The ray tracing has a merit that it can generate high quality image because it reflects the physical properties of light (reflection, refraction, transmission, etc.) in the rendering result, but it is difficult to render at high speed due to a relatively large amount of computation.
An element that requires a large amount of computation in ray tracing performance is to generate and search an Acceleration Structure (hereinafter, referred to as 'AS') in which scene objects to be rendered are spatially divided (Hereinafter referred to as "TRV"), and an intersection test (hereinafter referred to as "IST") between a light beam and a primitive.
The present invention is to provide a ray tracing apparatus and method with improved ray tracing efficiency by using values calculated at a ray-node intersection test on a parent node during a ray-node intersection test on a child node.

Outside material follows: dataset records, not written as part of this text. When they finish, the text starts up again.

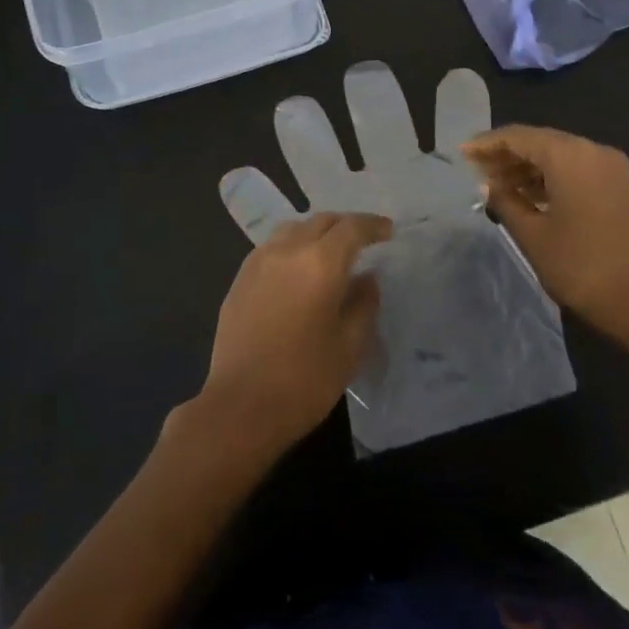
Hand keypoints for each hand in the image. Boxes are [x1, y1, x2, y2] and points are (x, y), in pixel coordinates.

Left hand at [195, 212, 391, 457]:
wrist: (241, 407)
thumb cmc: (305, 379)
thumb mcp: (350, 345)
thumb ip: (363, 304)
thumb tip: (366, 278)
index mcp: (320, 263)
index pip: (351, 228)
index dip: (373, 225)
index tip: (388, 231)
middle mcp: (287, 251)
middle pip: (321, 221)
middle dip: (345, 225)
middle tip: (363, 240)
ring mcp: (258, 262)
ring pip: (293, 229)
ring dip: (316, 233)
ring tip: (330, 251)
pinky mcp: (239, 279)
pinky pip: (272, 248)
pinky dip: (292, 247)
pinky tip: (298, 270)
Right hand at [463, 126, 628, 357]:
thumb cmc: (583, 268)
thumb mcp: (533, 236)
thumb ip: (506, 202)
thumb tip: (489, 184)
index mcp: (570, 156)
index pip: (519, 136)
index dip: (487, 144)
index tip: (462, 154)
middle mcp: (594, 152)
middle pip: (542, 141)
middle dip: (508, 154)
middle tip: (478, 172)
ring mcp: (614, 169)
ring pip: (561, 156)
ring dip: (530, 168)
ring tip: (499, 186)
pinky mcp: (623, 188)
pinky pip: (579, 170)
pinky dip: (552, 178)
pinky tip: (532, 196)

The ray tracing apparatus according to an exemplary embodiment may include a ray generator for generating a ray and a ray-node intersection test for a first node included in the acceleration structure when the ray is inputted, And a TRV unit for performing a light-node intersection test on a second node, which is a child node of the first node, using the values calculated in the node intersection test, wherein the TRV unit for the first coordinate axis representing the
The third minimum value for the second coordinate axis representing the first node according to an embodiment is equal to the fourth minimum value for the second coordinate axis representing the second node and the second minimum value for the second coordinate axis representing the first node The third maximum value for the second node may be equal to the fourth maximum value for the second coordinate axis representing the second node.
The difference between the first minimum value and the second maximum value for the first coordinate axis of the first node according to an embodiment is determined by the difference between the third minimum value for the second coordinate axis of the first node and the third minimum value for the third maximum value May be greater than the difference.
The TRV unit according to an embodiment may receive data on the acceleration structure from an external memory.
The TRV unit according to an embodiment receives the encoded data for the third node which is the other node of the second node and the first node, decodes the received encoded data, and outputs the decoded data and the first Node cross-checking on the second node and the third node using the values computed in the light-node crossing test on the node, and the encoding data for the second node and the third node are subjected to a light- A third minimum value for the first coordinate axis representing the third node, and a third maximum value for the first coordinate axis representing the second node, the second minimum value, the second maximum value for the first coordinate axis representing the second node, As a reference value and expressing the remaining three values as relative values to the reference value.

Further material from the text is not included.